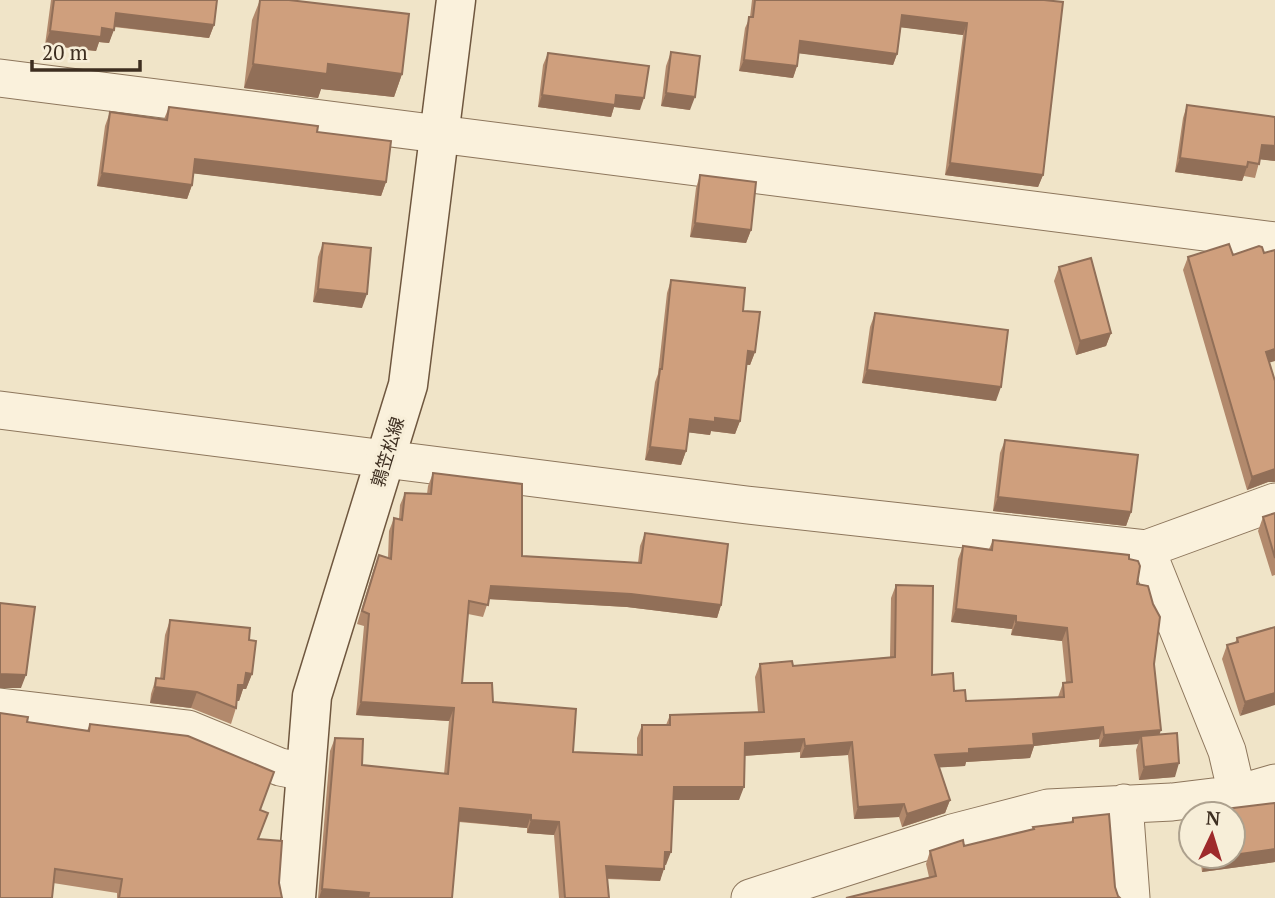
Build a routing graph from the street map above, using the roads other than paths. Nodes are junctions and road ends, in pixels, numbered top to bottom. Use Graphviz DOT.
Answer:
graph roads {
  1 [pos="456,0"];
  2 [pos="0,78"];
  3 [pos="439,133"];
  4 [pos="1275,242"];
  5 [pos="0,410"];
  6 [pos="387,459"];
  7 [pos="1275,502"];
  8 [pos="1146,549"];
  9 [pos="0,707"];
  10 [pos="305,772"];
  11 [pos="1275,783"];
  12 [pos="1237,794"];
  13 [pos="1124,803"];
  14 [pos="296,898"];
  15 [pos="750,898"];
  16 [pos="1131,898"];
  1 -- 3 [label="main road, 鶉笠松線"];
  2 -- 3 [label="street"];
  3 -- 4 [label="street"];
  3 -- 6 [label="main road, 鶉笠松線"];
  5 -- 6 [label="street"];
  6 -- 8 [label="street"];
  6 -- 10 [label="main road, 鶉笠松線"];
  7 -- 8 [label="street"];
  8 -- 12 [label="street"];
  9 -- 10 [label="street"];
  10 -- 14 [label="main road, 鶉笠松線"];
  11 -- 12 [label="street"];
  12 -- 13 [label="street"];
  13 -- 15 [label="street"];
  13 -- 16 [label="street"];
}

=====

DIRECTIONS. Retype the lines above exactly, no pictures.

OUTPUT BELOW.
Build a routing graph from the street map above, using the roads other than paths. Nodes are junctions and road ends, in pixels, numbered top to bottom. Use Graphviz DOT.
Answer:
graph roads {
  1 [pos="456,0"];
  2 [pos="0,78"];
  3 [pos="439,133"];
  4 [pos="1275,242"];
  5 [pos="0,410"];
  6 [pos="387,459"];
  7 [pos="1275,502"];
  8 [pos="1146,549"];
  9 [pos="0,707"];
  10 [pos="305,772"];
  11 [pos="1275,783"];
  12 [pos="1237,794"];
  13 [pos="1124,803"];
  14 [pos="296,898"];
  15 [pos="750,898"];
  16 [pos="1131,898"];
  1 -- 3 [label="main road, 鶉笠松線"];
  2 -- 3 [label="street"];
  3 -- 4 [label="street"];
  3 -- 6 [label="main road, 鶉笠松線"];
  5 -- 6 [label="street"];
  6 -- 8 [label="street"];
  6 -- 10 [label="main road, 鶉笠松線"];
  7 -- 8 [label="street"];
  8 -- 12 [label="street"];
  9 -- 10 [label="street"];
  10 -- 14 [label="main road, 鶉笠松線"];
  11 -- 12 [label="street"];
  12 -- 13 [label="street"];
  13 -- 15 [label="street"];
  13 -- 16 [label="street"];
}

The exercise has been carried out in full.